Dundee Precious Metals operates gold and copper mining across multiple international sites. Mineral exploration has a success rate below 1%, with speculative drilling representing one of the industry's largest cost centres. Despite vast geological datasets, traditional interpretation methods struggle to extrapolate patterns into unexplored terrain. New Gradient developed an AI mineral exploration system using 3D scene completion neural networks to predict ore body locations from sparse drill hole data, earning recognition in Dundee's international Future Explorers challenge.
Sub-1% discovery rates and the cost of speculative drilling
Mineral exploration is among the most capital-intensive activities in mining. Predicting new ore deposits has a success rate below 1%, and exploration drilling represents a major cost centre for operations of every scale. Vast amounts of data exist: geological assay results, lithological classifications, mineral concentrations, gravitational surveys, and magnetic measurements. Traditional geological interpretation struggles to combine these heterogeneous sources and extrapolate trends reliably into unexplored areas.
Dundee Precious Metals sought approaches that could improve exploration success rates and reduce the costs of speculative drilling.
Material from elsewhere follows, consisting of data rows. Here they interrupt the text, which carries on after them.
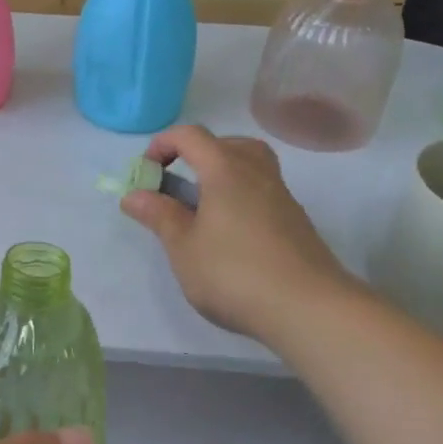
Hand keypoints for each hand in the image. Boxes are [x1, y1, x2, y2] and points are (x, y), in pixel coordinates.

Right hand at [120, 124, 352, 341]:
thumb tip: (134, 195)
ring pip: (251, 165)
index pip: (191, 136)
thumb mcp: (183, 247)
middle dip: (196, 155)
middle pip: (227, 143)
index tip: (147, 172)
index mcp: (225, 170)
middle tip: (179, 185)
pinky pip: (263, 191)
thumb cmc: (233, 273)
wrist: (308, 307)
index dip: (163, 144)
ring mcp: (281, 196)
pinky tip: (230, 234)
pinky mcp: (295, 221)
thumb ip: (159, 216)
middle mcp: (257, 173)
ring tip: (203, 208)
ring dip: (222, 175)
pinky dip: (241, 197)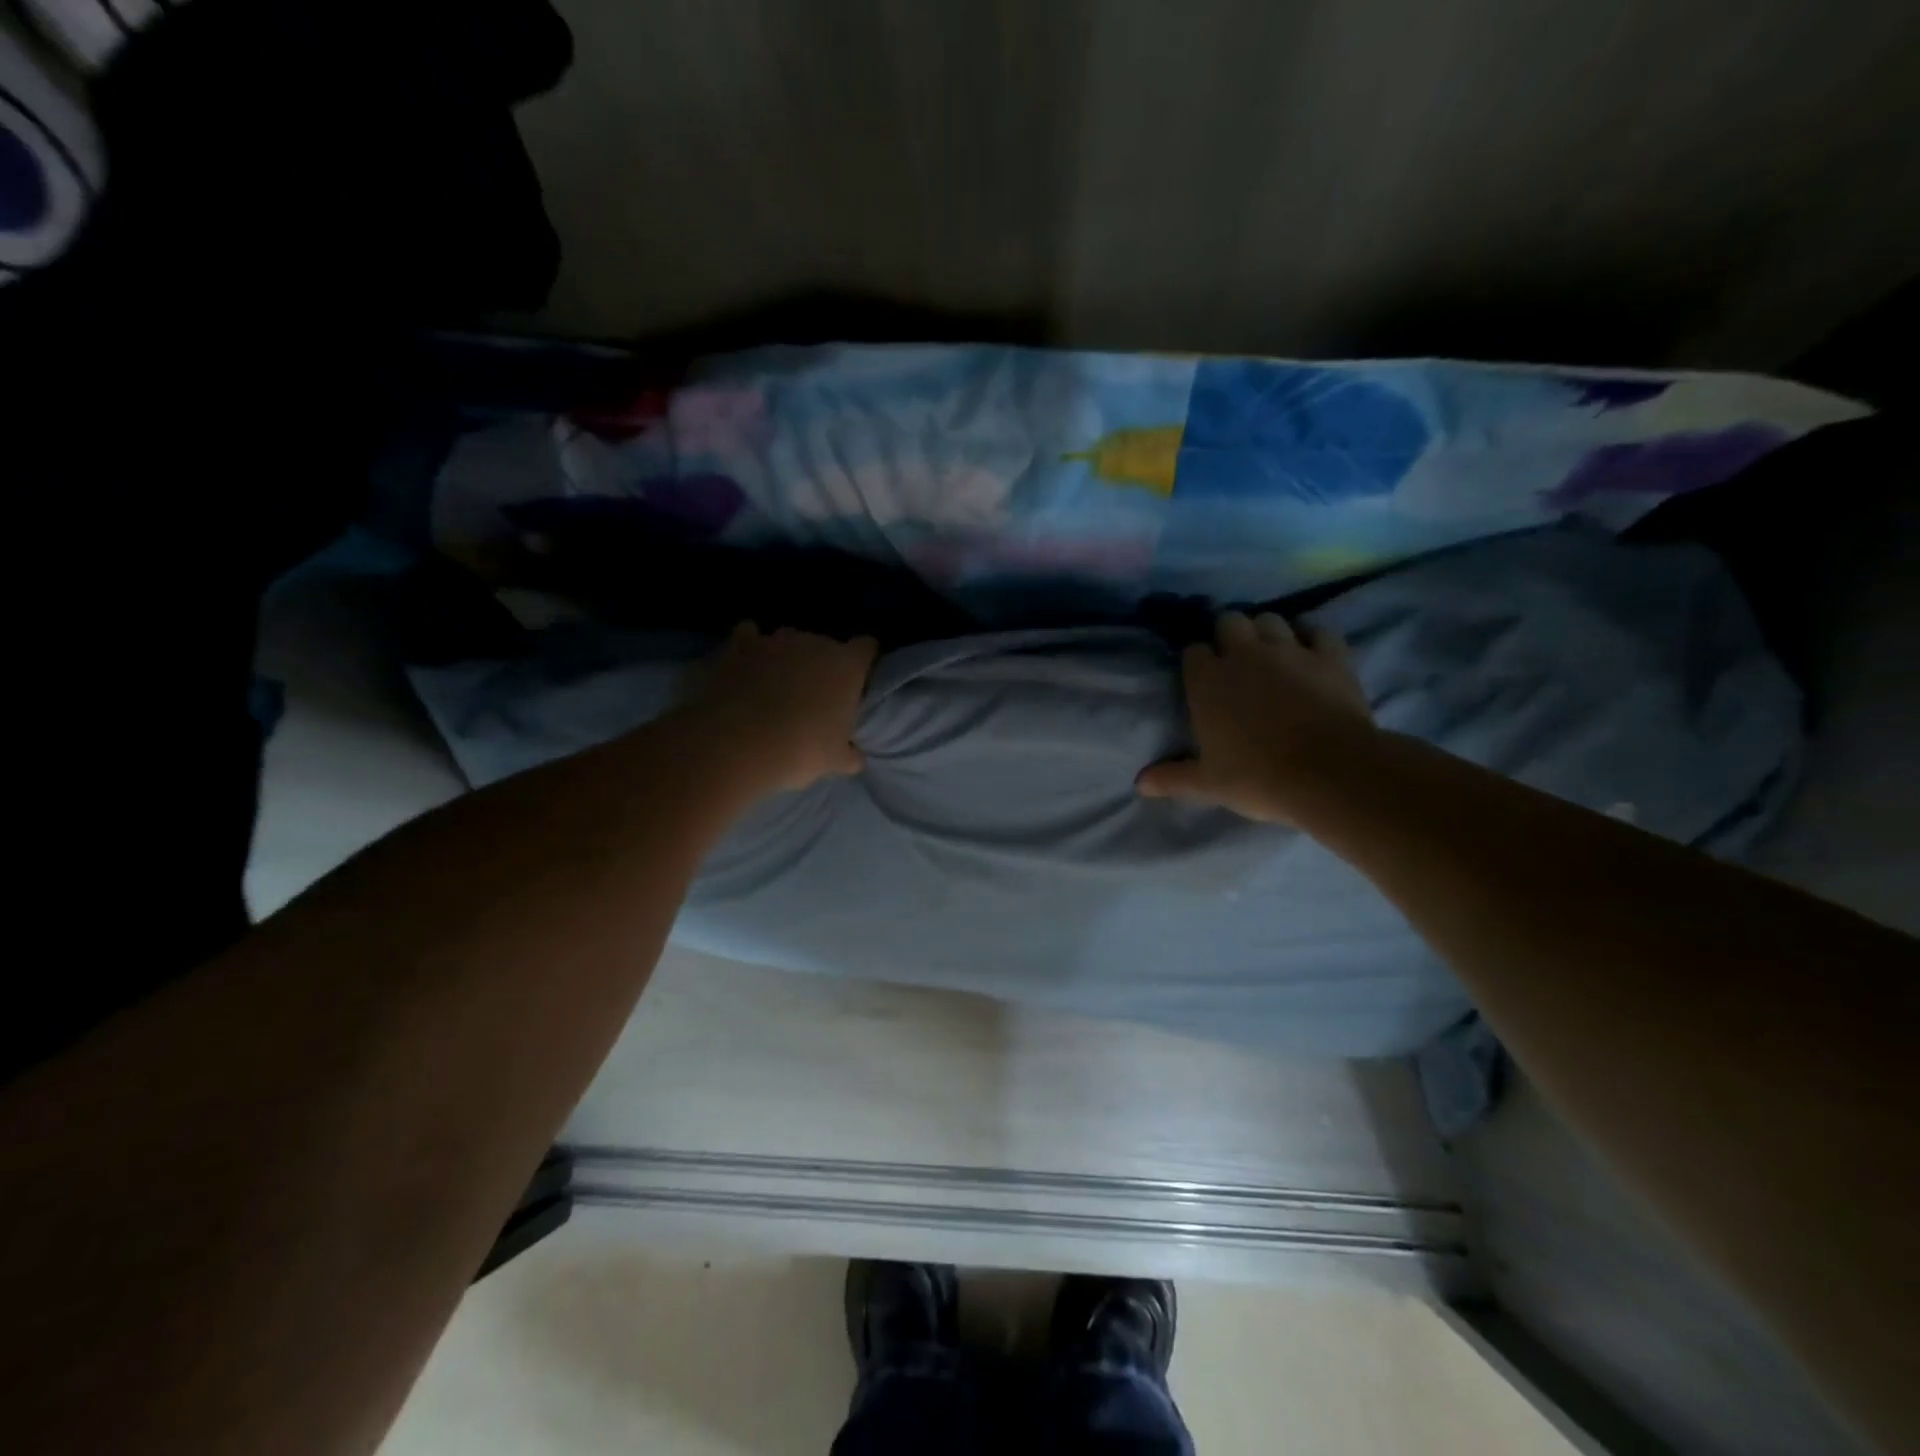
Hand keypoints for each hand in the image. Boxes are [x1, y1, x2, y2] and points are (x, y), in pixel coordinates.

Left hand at [677, 623, 878, 797]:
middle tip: (814, 693)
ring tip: (777, 682)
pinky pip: (749, 636)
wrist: (738, 743)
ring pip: (788, 639)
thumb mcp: (834, 760)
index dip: (863, 660)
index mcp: (847, 666)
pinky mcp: (739, 646)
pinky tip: (747, 664)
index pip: (866, 648)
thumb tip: (854, 757)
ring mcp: (775, 641)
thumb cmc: (800, 749)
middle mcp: (814, 643)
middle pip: (826, 644)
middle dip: (822, 664)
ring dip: (786, 656)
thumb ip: (849, 754)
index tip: (858, 678)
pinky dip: (749, 647)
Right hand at [1137, 611, 1374, 823]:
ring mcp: (1289, 650)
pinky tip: (1310, 652)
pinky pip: (1318, 630)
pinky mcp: (1330, 655)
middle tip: (1234, 660)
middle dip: (1228, 634)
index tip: (1201, 679)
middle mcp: (1244, 654)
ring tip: (1270, 654)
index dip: (1197, 662)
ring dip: (1266, 631)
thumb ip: (1173, 778)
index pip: (1192, 651)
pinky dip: (1311, 638)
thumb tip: (1140, 783)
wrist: (1330, 773)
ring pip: (1271, 619)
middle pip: (1229, 621)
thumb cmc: (1258, 778)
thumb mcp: (1209, 784)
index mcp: (1207, 680)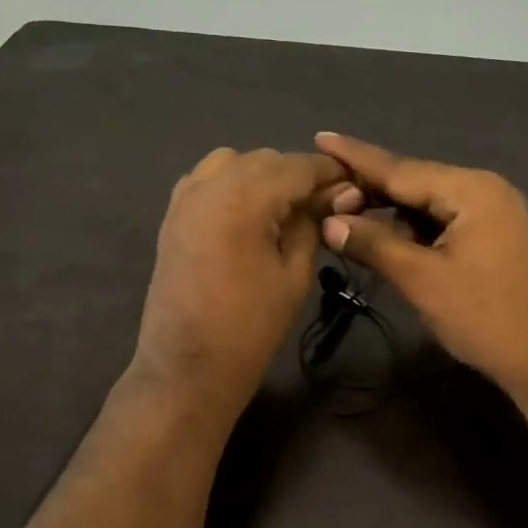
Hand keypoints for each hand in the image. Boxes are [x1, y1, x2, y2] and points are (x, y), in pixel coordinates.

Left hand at [134, 147, 359, 416]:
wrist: (188, 368)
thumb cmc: (250, 328)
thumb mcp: (295, 275)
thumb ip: (313, 224)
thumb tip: (340, 193)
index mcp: (242, 199)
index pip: (296, 166)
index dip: (330, 172)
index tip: (355, 184)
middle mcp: (209, 186)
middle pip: (265, 160)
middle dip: (297, 174)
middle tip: (325, 204)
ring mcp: (184, 199)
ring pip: (232, 162)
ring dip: (263, 175)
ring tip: (284, 208)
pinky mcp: (172, 216)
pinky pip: (206, 180)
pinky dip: (232, 183)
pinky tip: (248, 213)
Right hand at [313, 133, 527, 397]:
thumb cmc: (484, 316)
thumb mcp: (421, 279)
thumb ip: (374, 244)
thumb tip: (329, 223)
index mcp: (471, 189)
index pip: (400, 168)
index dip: (356, 157)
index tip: (321, 137)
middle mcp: (484, 189)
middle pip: (415, 182)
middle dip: (370, 191)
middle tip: (323, 196)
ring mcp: (494, 213)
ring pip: (428, 204)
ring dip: (391, 214)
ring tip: (346, 221)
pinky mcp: (494, 237)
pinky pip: (444, 222)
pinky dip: (414, 230)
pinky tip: (388, 241)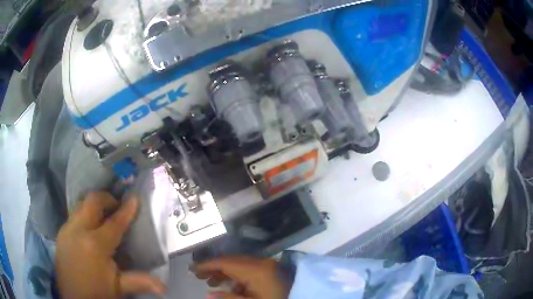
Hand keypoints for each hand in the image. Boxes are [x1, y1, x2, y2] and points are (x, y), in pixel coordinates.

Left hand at [55, 191, 165, 298]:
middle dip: (106, 199)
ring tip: (104, 216)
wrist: (72, 297)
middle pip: (92, 202)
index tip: (134, 198)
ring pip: (80, 205)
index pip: (113, 223)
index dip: (126, 210)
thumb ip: (139, 281)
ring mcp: (67, 229)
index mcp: (95, 245)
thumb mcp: (118, 288)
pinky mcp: (61, 232)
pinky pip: (74, 215)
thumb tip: (164, 286)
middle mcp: (78, 230)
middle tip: (116, 207)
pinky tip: (90, 228)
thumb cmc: (96, 292)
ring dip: (94, 206)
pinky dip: (85, 215)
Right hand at [193, 257, 288, 298]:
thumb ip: (228, 298)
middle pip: (231, 261)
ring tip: (211, 282)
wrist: (301, 297)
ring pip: (239, 265)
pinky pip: (248, 269)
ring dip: (224, 272)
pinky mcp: (270, 270)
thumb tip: (207, 294)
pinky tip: (230, 286)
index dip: (207, 265)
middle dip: (214, 268)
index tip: (192, 269)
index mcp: (255, 270)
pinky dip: (236, 276)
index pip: (225, 263)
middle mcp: (260, 263)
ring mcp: (266, 265)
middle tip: (199, 276)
The question was whether machine learning could identify patterns in complex, multi-dimensional geological data that human experts might miss, then use those patterns to predict high-value drilling targets in unmeasured terrain.
3D masked autoencoders for geological prediction from sparse observations
The system treats mineral exploration as a spatial completion problem: given partial observations from existing drill holes, predict the mineral composition in the spaces between and beyond known data points. We built a novel 3D scene completion deep neural network using sparse transformer networks with a custom 3D Masked Autoencoder (MAE) architecture for patch-masked training.
This technique learns rich representations of geological structures by predicting masked regions from surrounding context. The network processes heterogeneous data sources including drill hole assays, lithological boundaries, and geophysical measurements in a unified framework, combining information that geologists would traditionally interpret separately.
The method is entirely geologically agnostic. It learns patterns directly from data without pre-programmed geological rules or human interpretation of structural features. This means the system adapts to different geological settings and deposit types without manual reconfiguration, making it applicable across diverse mining operations and geological contexts.
0.74 mAP ore prediction accuracy, 40% potential cost reduction
The 3D scene completion network achieved 0.74 weighted mean Average Precision (mAP) at predicting ore class quality across four categories: poor, mild, good, and high-quality ore. This accuracy enables mining operations to prioritise drilling targets with significantly higher confidence than traditional geological interpretation.
By reducing speculative drilling through better target prioritisation, the technology offers potential cost savings of 40% in exploration programmes. The approach earned recognition in Dundee Precious Metals' international Future Explorers challenge, validating purely AI-driven geological prediction against established methods.
The same 3D scene completion methodology extends to any domain requiring spatial prediction from sparse observations, including subsurface resource mapping, groundwater detection, and geotechnical assessment.